Rep. Smith Discusses Highlights Pandemic Impact on Agricultural Issues at Virtual Summit

Aug. 21, 2020, 5:12 p.m. ·

NETNews-BlueVirus-NewsPBSNPR-horiz_2_2.png

Congressman Adrian Smith highlighted agricultural issues this week at a virtual summit. Topics included rural broadband access, USDA programs, and trade policy.


Smith said access to high-speed broadband internet has become an especially pressing issue after the coronavirus closed schools and offices nationwide. In Nebraska, just 63 percent of residents have access to broadband. To Smith, a lack of access in rural areas is clear. But addressing them comes with a score of infrastructure and cost concerns.

"Having connectivity is one thing, but if mom and dad are both working on the internet from home, and three or four kids are going to school on the internet, from home," Smith lamented. "That's gonna test a lot of capacity there."

Friesen, who's worked with the state's Broadband Task force on expanding coverage statewide, thinks Nebraska needs partnerships between local public power districts and private companies to build rural broadband in a cost effective way.

"At some point there, it's going to take a subsidy of some sort for companies to step up and do that," he said. "Some of the data that they're looking at now shows that cost can be cut considerably by [incorporating fiber internet] into their power lines."

If companies spend big to set up access in new areas, those costs will trickle down to consumers’ internet bills, presenting its own access challenges to lower income families.

Another challenge to cost, Friesen said, could be a lack of provider options for rural residents.
"Rural pays more right now than urban but we don't we don't have competition," Friesen explained. "We're going to have one provider, where in urban areas, you may have two, three or four choices on where you might get your broadband."

What companies will pursue expanding into rural areas remains to be seen. $40 million of Nebraska’s CARES Act money is going to rural broadband expansion. Smith and Friesen say several providers have applied for funding, and the next step is nailing down a list of contracts.

Trade Issues A Mixed Bag

On Friday, Smith hosted Chief Agricultural Negotiator Greg Doud of the U.S. Trade Official's Office. According to Doud, American agricultural exports are a mixed bag these days, but some key trading to China is on an upswing.

COVID-19 disruptions drove U-S ag exports down 3 percent this year. Those disruptions largely have to do with economic turmoil in countries that would have been receiving those exports, or disruptions in U.S. food supply chains. In the spring, several meatpacking facilities were forced to closed nationwide — including three in Nebraska — after large outbreaks emerged.

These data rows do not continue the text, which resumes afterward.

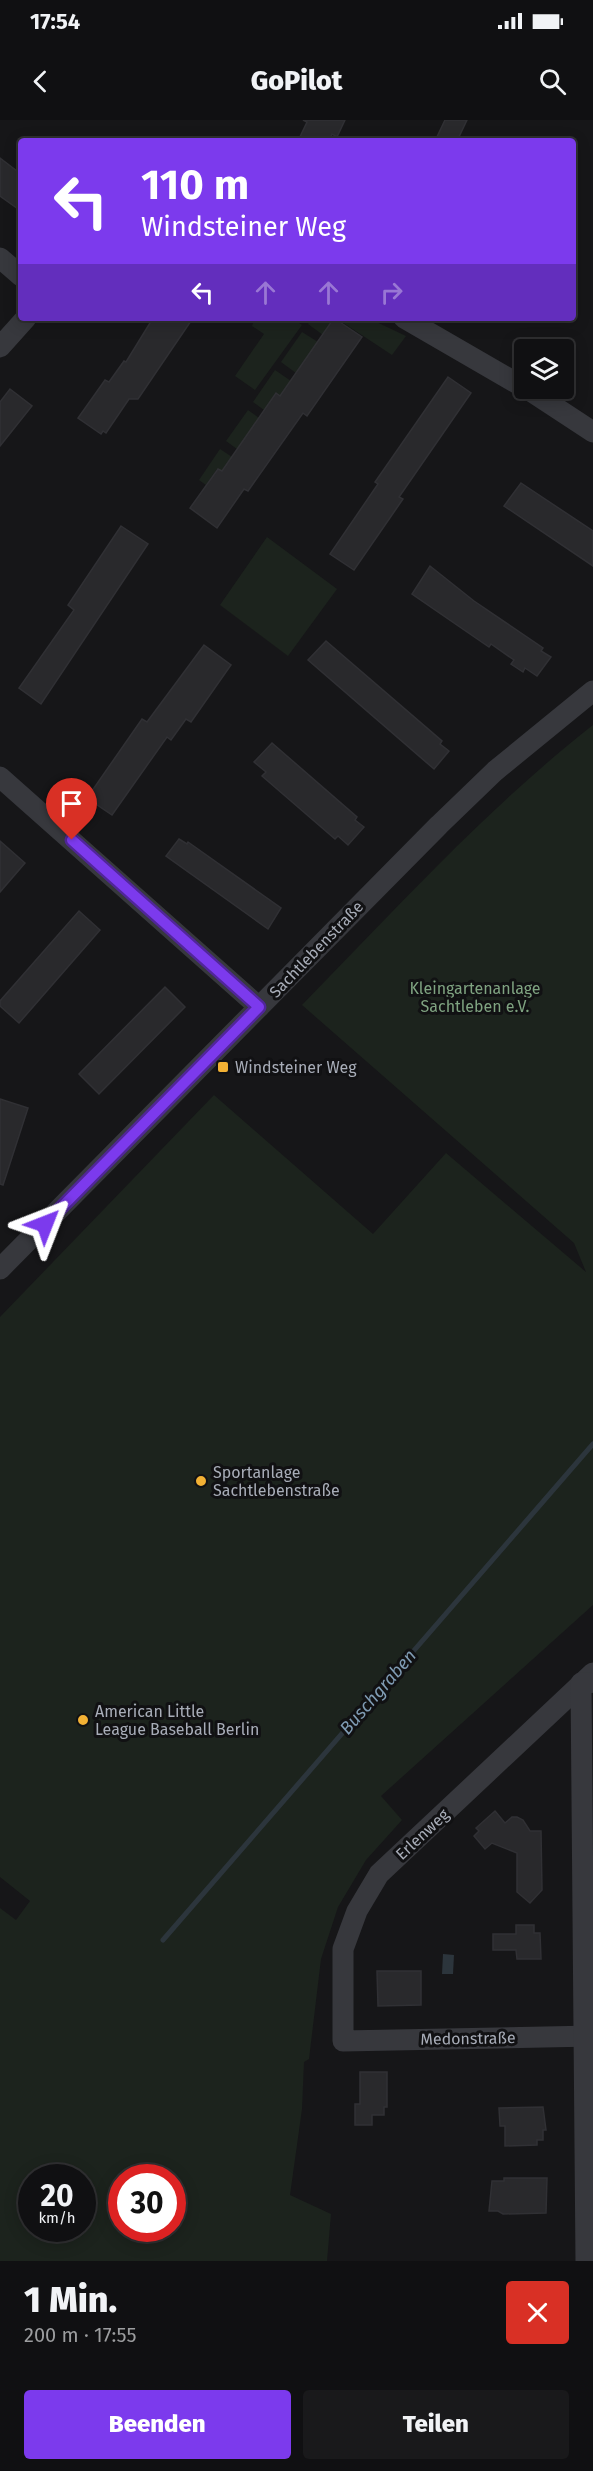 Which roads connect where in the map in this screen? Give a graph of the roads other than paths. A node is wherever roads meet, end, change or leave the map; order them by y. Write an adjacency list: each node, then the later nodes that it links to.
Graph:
1 (0, 258): 2 (street)
2 (18, 273)
3 (23, 321): 5 (street)
4 (409, 321): 6 (street)
5 (0, 347)
6 (514, 382)
7 (542, 399): 8 (street)
8 (593, 432)
9 (593, 691): 11 (street, Sachtlebenstraße)
10 (0, 777): 11 (street)
11 (259, 1007): 12 (street, Sachtlebenstraße)
12 (0, 1269)
13 (589, 1680): 14 (street); 15 (street, Erlenweg)
14 (589, 2036): 15 (street, Medonstraße); 16 (street)
15 (343, 2041)
16 (586, 2261) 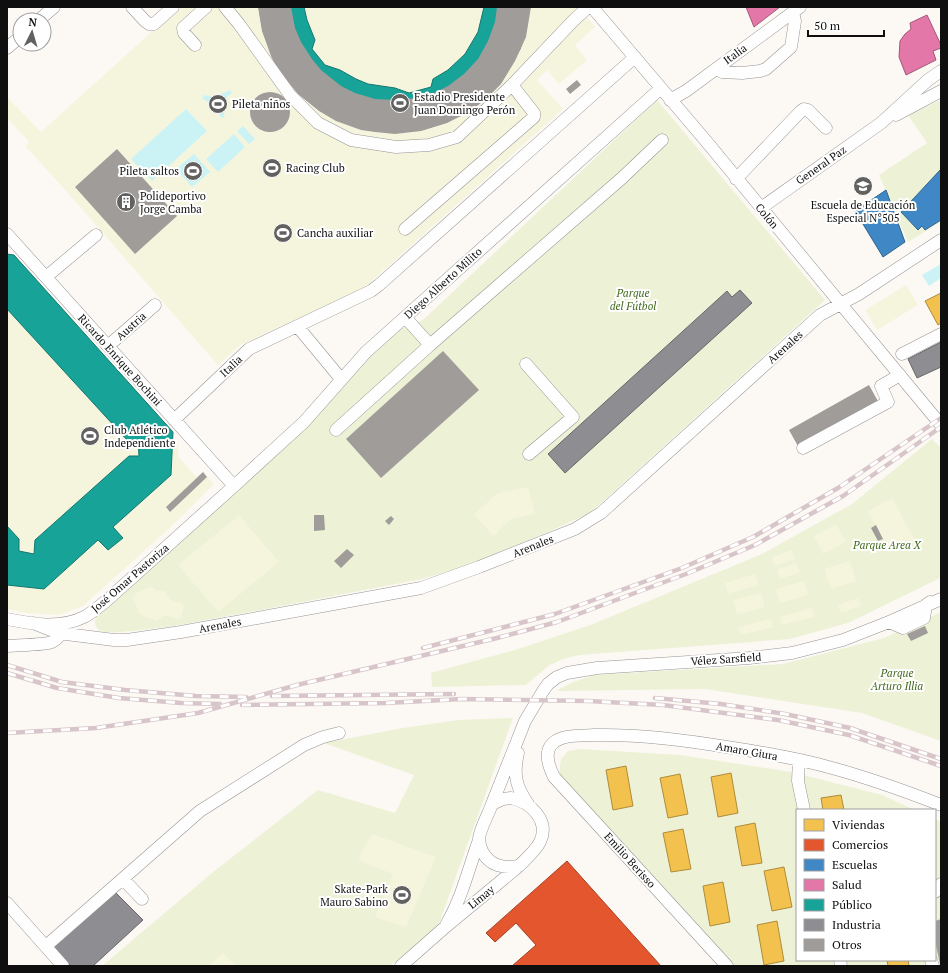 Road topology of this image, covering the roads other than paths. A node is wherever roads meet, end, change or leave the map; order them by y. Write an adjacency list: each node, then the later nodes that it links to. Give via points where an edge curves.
1 (132, 7): 2 (street, via 149,24 154,24)
2 (173, 7)
3 (206, 7): 8 (street, via 184,28 184,33)
4 (225, 7): 12 (street, via 290,95 318,123 351,140 396,147 429,145 457,137)
5 (588, 7): 12 (street)
6 (592, 7): 9 (street, Colón)
7 (797, 10): 10 (street, Italia); 10 (street, via 791,47 766,69 742,73 722,72)
8 (195, 45)
9 (635, 57): 13 (street, Colón); 29 (street, Italia, via 372,291)
10 (717, 68): 15 (street, Italia)
11 (941, 71): 16 (street, General Paz)
12 (512, 85): 21 (street, via 534,113 534,117)
13 (660, 89): 15 (street, Colón); 28 (street, Diego Alberto Milito)
14 (941, 92): 16 (street, General Paz)
15 (670, 100): 19 (street, Colón)
16 (881, 123): 20 (street, General Paz)
17 (826, 128): 19 (street, via 804,109)
18 (662, 140): 31 (street)
19 (736, 179): 20 (street, Colón)
20 (761, 208): 27 (street, Colón)
21 (405, 229)
22 (7, 234): 25 (street, Ricardo Enrique Bochini)
23 (96, 235): 25 (street)
24 (941, 240): 27 (street, Arenales)
25 (46, 277): 32 (street, Ricardo Enrique Bochini)
26 (155, 305): 32 (street, Austria)
27 (841, 305): 35 (street, Colón); 49 (street, Arenales, via 820,315 601,513 575,529 421,588 181,632 127,640)
28 (405, 317): 31 (street); 36 (street, Diego Alberto Milito)
29 (298, 327): 36 (street); 37 (street, Italia, via 249,349)
30 (941, 334): 33 (street)
31 (430, 345): 39 (street)
32 (108, 346): 37 (street, Ricardo Enrique Bochini)
33 (902, 354)
34 (526, 364): 41 (street, via 573,416)
35 (900, 375): 38 (street, Colón); 40 (street, via 881,386 888,402)
36 (341, 379): 42 (street, Diego Alberto Milito, via 304,422)
37 (174, 420): 42 (street, Ricardo Enrique Bochini)
38 (941, 426)
39 (336, 430)
40 (803, 448)
41 (529, 454)
42 (234, 486): 46 (street, José Omar Pastoriza, via 105,602)
43 (941, 594): 45 (street)
44 (941, 599): 45 (street, Vélez Sarsfield)
45 (926, 606): 51 (street, Vélez Sarsfield, via 843,640 792,653 597,668 567,673 548,684)
46 (86, 616): 48 (street, José Omar Pastoriza); 49 (street, via 84,624)
47 (7, 619): 48 (street, Arenales)
48 (61, 629): 49 (street, Arenales); 50 (street, José Omar Pastoriza, via 58,638 51,642)
49 (90, 638)
50 (7, 646)
51 (525, 721): 55 (street, Vélez Sarsfield); 56 (street, Vélez Sarsfield, via 516,772 520,792)
52 (339, 733): 61 (street, via 304,745 200,811)
53 (550, 748): 54 (street, Amaro Giura, via 560,739 578,736 638,735 705,743); 68 (street, Emilio Berisso, via 548,760 554,777)
54 (799, 760): 57 (street, Amaro Giura, via 857,776); 58 (street, via 798,780)
55 (492, 804): 56 (street, via 511,798); 59 (street)
56 (528, 804): 60 (street, via 541,819 542,833 540,842)
57 (941, 805)
58 (804, 809)
59 (479, 840): 60 (street, via 486,858 493,864 505,867); 64 (street, Limay, via 453,913)
60 (519, 866): 64 (street, Limay)
61 (123, 879): 62 (street); 65 (street)
62 (142, 900)
63 (7, 903): 65 (street)
64 (443, 929): 67 (street, Limay)
65 (46, 946): 66 (street)
66 (63, 966)
67 (401, 966)
68 (727, 966) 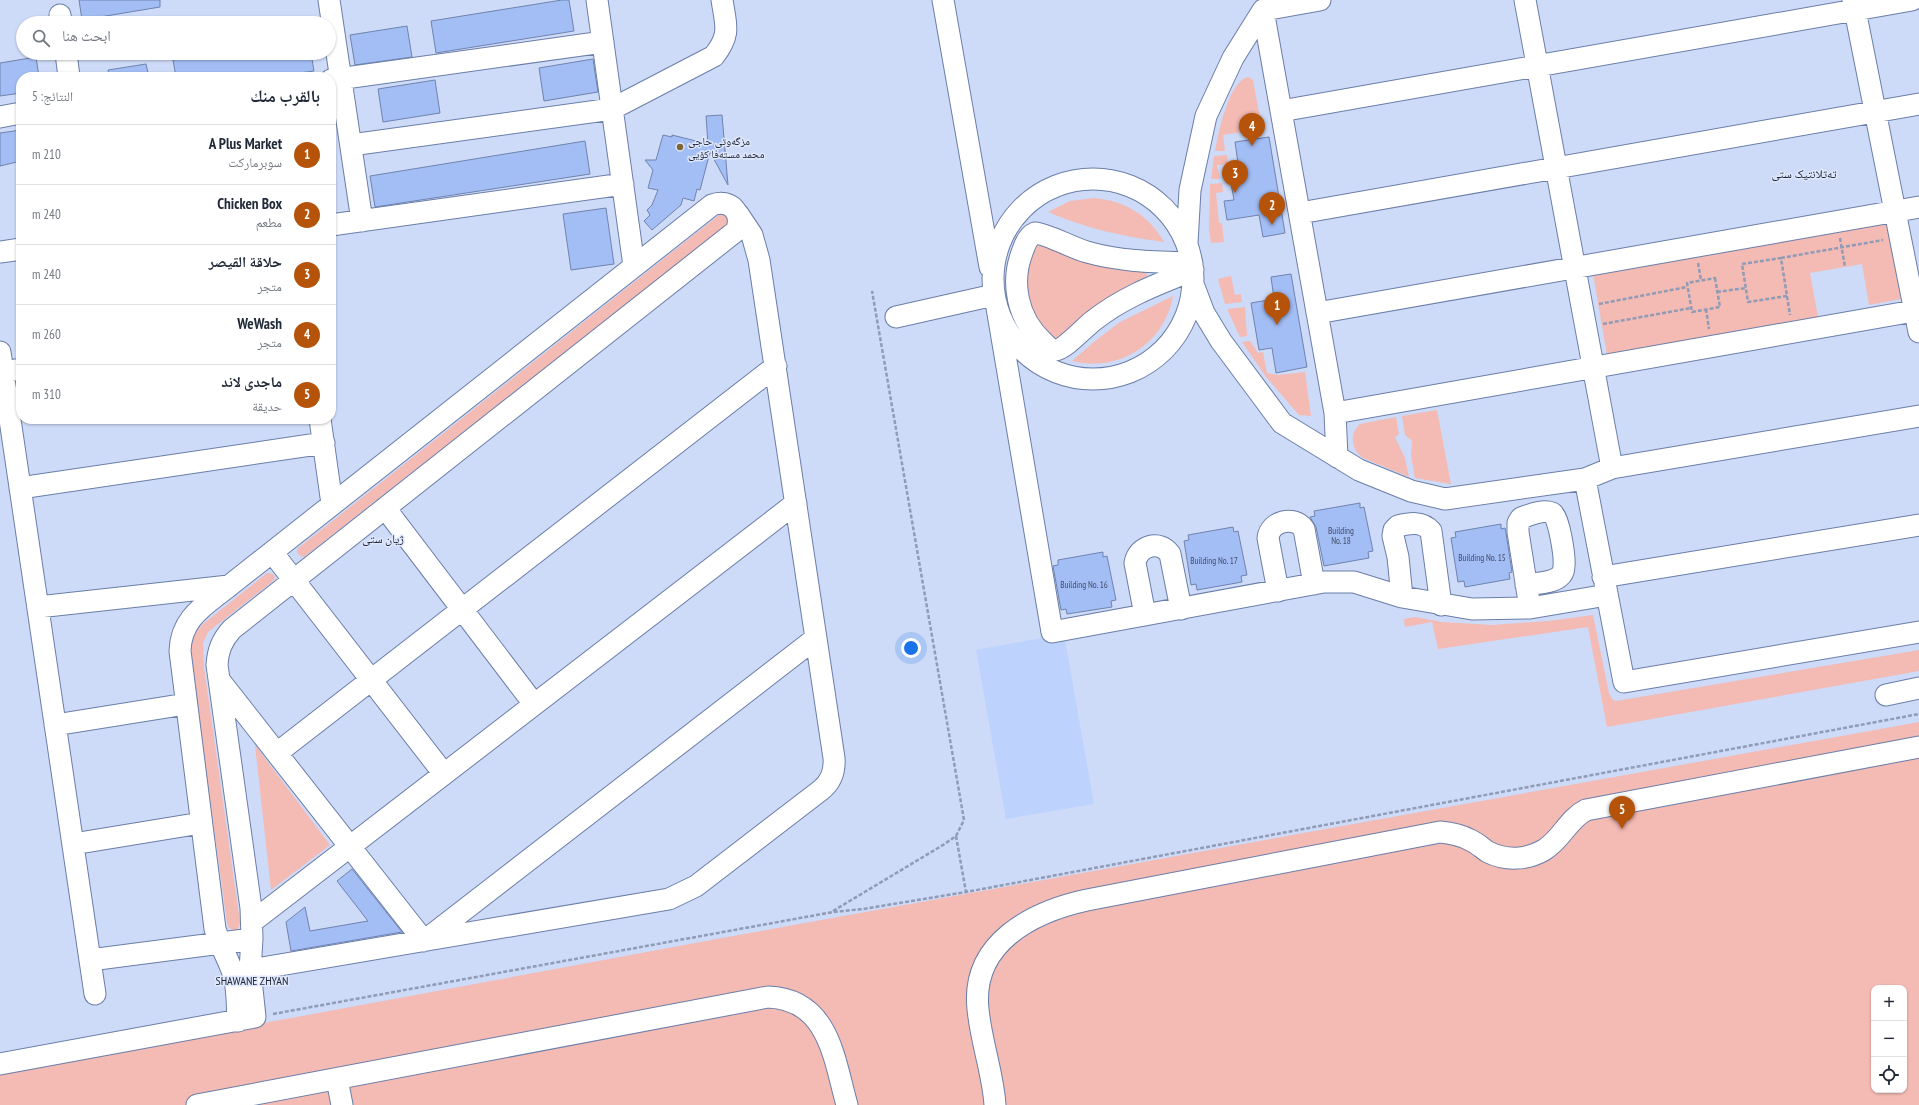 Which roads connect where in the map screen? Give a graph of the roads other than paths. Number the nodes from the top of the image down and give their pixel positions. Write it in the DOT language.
graph roads {
  1 [pos="597,0"];
  2 [pos="722,0"];
  3 [pos="943,0"];
  4 [pos="1320,0"];
  5 [pos="1525,0"];
  6 [pos="1912,0"];
  7 [pos="335,1"];
  8 [pos="1854,5"];
  9 [pos="1264,10"];
  10 [pos="335,16"];
  11 [pos="603,42"];
  12 [pos="67,60"];
  13 [pos="336,60"];
  14 [pos="1537,66"];
  15 [pos="68,72"];
  16 [pos="336,72"];
  17 [pos="336,79"];
  18 [pos="1919,104"];
  19 [pos="612,109"];
  20 [pos="1281,111"];
  21 [pos="1875,112"];
  22 [pos="16,114"];
  23 [pos="0,117"];
  24 [pos="351,145"];
  25 [pos="1556,168"];
  26 [pos="623,184"];
  27 [pos="1190,190"];
  28 [pos="1159,204"];
  29 [pos="1919,208"];
  30 [pos="1896,212"];
  31 [pos="1300,213"];
  32 [pos="738,214"];
  33 [pos="362,221"];
  34 [pos="336,224"];
  35 [pos="1186,243"];
  36 [pos="16,249"];
  37 [pos="0,252"];
  38 [pos="634,266"];
  39 [pos="1575,268"];
  40 [pos="1193,272"];
  41 [pos="994,295"];
  42 [pos="1917,310"];
  43 [pos="1317,313"];
  44 [pos="896,317"];
  45 [pos="1181,327"];
  46 [pos="1213,328"];
  47 [pos="1919,332"];
  48 [pos="8,364"];
  49 [pos="776,366"];
  50 [pos="1594,367"];
  51 [pos="1335,413"];
  52 [pos="1919,416"];
  53 [pos="321,424"];
  54 [pos="324,443"];
  55 [pos="1338,457"];
  56 [pos="1612,468"];
  57 [pos="1584,480"];
  58 [pos="20,488"];
  59 [pos="796,503"];
  60 [pos="332,504"];
  61 [pos="386,508"];
  62 [pos="1919,525"];
  63 [pos="272,552"];
  64 [pos="294,580"];
  65 [pos="1314,584"];
  66 [pos="1526,585"];
  67 [pos="230,586"];
  68 [pos="1605,586"];
  69 [pos="1278,591"];
  70 [pos="1402,597"];
  71 [pos="1441,605"];
  72 [pos="38,607"];
  73 [pos="1530,608"];
  74 [pos="462,609"];
  75 [pos="1181,609"];
  76 [pos="1145,615"];
  77 [pos="1919,632"];
  78 [pos="816,638"];
  79 [pos="219,680"];
  80 [pos="371,680"];
  81 [pos="1919,688"];
  82 [pos="1886,695"];
  83 [pos="186,704"];
  84 [pos="534,704"];
  85 [pos="55,725"];
  86 [pos="1919,747"];
  87 [pos="276,753"];
  88 [pos="444,774"];
  89 [pos="202,823"];
  90 [pos="73,844"];
  91 [pos="350,847"];
  92 [pos="252,930"];
  93 [pos="219,942"];
  94 [pos="424,942"];
  95 [pos="90,960"];
  96 [pos="250,970"];
  97 [pos="95,994"];
  98 [pos="247,1019"];
  99 [pos="0,1064"];
  100 [pos="337,1079"];
  101 [pos="197,1105"];
  102 [pos="342,1105"];
  103 [pos="847,1105"];
  104 [pos="996,1105"];
  1 -- 11 [label="street"];
  2 -- 19 [label="street"];
  3 -- 41 [label="street"];
  4 -- 9 [label="street"];
  5 -- 14 [label="street"];
  6 -- 8 [label="street"];
  7 -- 10 [label="street"];
  8 -- 14 [label="street"];
  8 -- 21 [label="street"];
  9 -- 20 [label="street"];
  9 -- 27 [label="street"];
  11 -- 17 [label="street"];
  11 -- 19 [label="street"];
  12 -- 15 [label="street"];
  13 -- 16 [label="street"];
  14 -- 20 [label="street"];
  14 -- 25 [label="street"];
  17 -- 24 [label="street"];
  18 -- 21 [label="street"];
  19 -- 24 [label="street"];
  19 -- 26 [label="street"];
  20 -- 31 [label="street"];
  21 -- 25 [label="street"];
  21 -- 30 [label="street"];
  22 -- 23 [label="street"];
  24 -- 33 [label="street"];
  25 -- 31 [label="street"];
  25 -- 39 [label="street"];
  26 -- 33 [label="street"];
  26 -- 38 [label="street"];
  27 -- 28 [label="street"];
  27 -- 35 [label="street"];
  28 -- 35 [label="street"];
  28 -- 41 [label="street"];
  29 -- 30 [label="street"];
  30 -- 39 [label="street"];
  30 -- 42 [label="street"];
  31 -- 43 [label="street"];
  32 -- 38 [label="street"];
  32 -- 49 [label="street"];
  32 -- 61 [label="street"];
  33 -- 34 [label="street"];
  35 -- 40 [label="street"];
  36 -- 37 [label="street"];
  38 -- 60 [label="street"];
  39 -- 43 [label="street"];
  39 -- 50 [label="street"];
  40 -- 40 [label="street"];
  40 -- 45 [label="street"];
  40 -- 46 [label="street"];
  41 -- 44 [label="street"];
  41 -- 45 [label="street"];
  41 -- 76 [label="street"];
  42 -- 47 [label="street"];
  42 -- 50 [label="street"];
  43 -- 51 [label="street"];
  45 -- 46 [label="street"];
  46 -- 55 [label="street"];
  48 -- 58 [label="street"];
  49 -- 59 [label="street"];
  49 -- 74 [label="street"];
  50 -- 51 [label="street"];
  50 -- 56 [label="street"];
  51 -- 55 [label="street"];
  52 -- 56 [label="street"];
  53 -- 54 [label="street"];
  54 -- 58 [label="street"];
  54 -- 60 [label="street"];
  55 -- 57 [label="street"];
  56 -- 57 [label="street"];
  57 -- 68 [label="street"];
  58 -- 72 [label="street"];
  59 -- 78 [label="street"];
  59 -- 84 [label="street"];
  60 -- 63 [label="street"];
  61 -- 64 [label="street"];
  61 -- 74 [label="street"];
  62 -- 68 [label="street"];
  63 -- 64 [label="street"];
  63 -- 67 [label="street"];
  64 -- 79 [label="street"];
  64 -- 80 [label="street"];
  65 -- 69 [label="street"];
  65 -- 69 [label="street"];
  65 -- 70 [label="street"];
  66 -- 73 [label="street"];
  67 -- 72 [label="street"];
  67 -- 83 [label="street"];
  68 -- 73 [label="street"];
  68 -- 77 [label="street"];
  69 -- 75 [label="street"];
  70 -- 71 [label="street"];
  70 -- 71 [label="street"];
  71 -- 73 [label="street"];
  72 -- 85 [label="street"];
  74 -- 80 [label="street"];
  74 -- 84 [label="street"];
  75 -- 76 [label="street"];
  75 -- 76 [label="street"];
  78 -- 94 [label="street"];
  78 -- 94 [label="street"];
  79 -- 87 [label="street"];
  79 -- 92 [label="street"];
  80 -- 87 [label="street"];
  80 -- 88 [label="street"];
  81 -- 82 [label="street"];
  83 -- 85 [label="street"];
  83 -- 89 [label="street"];
  84 -- 88 [label="street"];
  85 -- 90 [label="street"];
  86 -- 104 [label="street"];
  87 -- 91 [label="street"];
  88 -- 91 [label="street"];
  89 -- 90 [label="street"];
  89 -- 93 [label="street"];
  90 -- 95 [label="street"];
  91 -- 92 [label="street"];
  91 -- 94 [label="street"];
  92 -- 93 [label="street"];
  92 -- 96 [label="street"];
  93 -- 95 [label="street"];
  93 -- 98 [label="street"];
  94 -- 96 [label="street"];
  95 -- 97 [label="street"];
  96 -- 98 [label="street"];
  98 -- 99 [label="street"];
  100 -- 101 [label="street"];
  100 -- 102 [label="street"];
  100 -- 103 [label="street"];
}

Some markets are faring worse than others: according to the USDA's latest Livestock, Dairy, and Poultry outlook, beef exports to key markets like Mexico (-61%, South Korea (-39%), and Japan (-21%) have significantly dropped, while pork sales to China surged 28%.
But there is some encouraging news, Doud says: the U-S is also seeing strong corn, pork, and soybean sales to China.

“On average for last five weeks, 48% of our ag sales to the world are going to China. That is extraordinary," he said.

"Because if you look at what we did in 2017, the baseline year of our phase one agreement, that number was actually only 18%.”

It’s too early to tell if the U.S. will send record shipments of corn and soybeans to China this year. After widespread drought and a recent wind storm that destroyed thousands of acres of corn in Iowa, experts have started to scale back their yield predictions for both.

But if any record crop is there to sell, Doud says his 33 meetings with officials in Beijing since negotiations began on the first phase trade deal could pay off historically. Smith welcomed that possibility, and indicated support for continued negotiations with Chinese on expanding access to American markets.

"When we can see developments, positive developments like this, I get pretty excited," he said.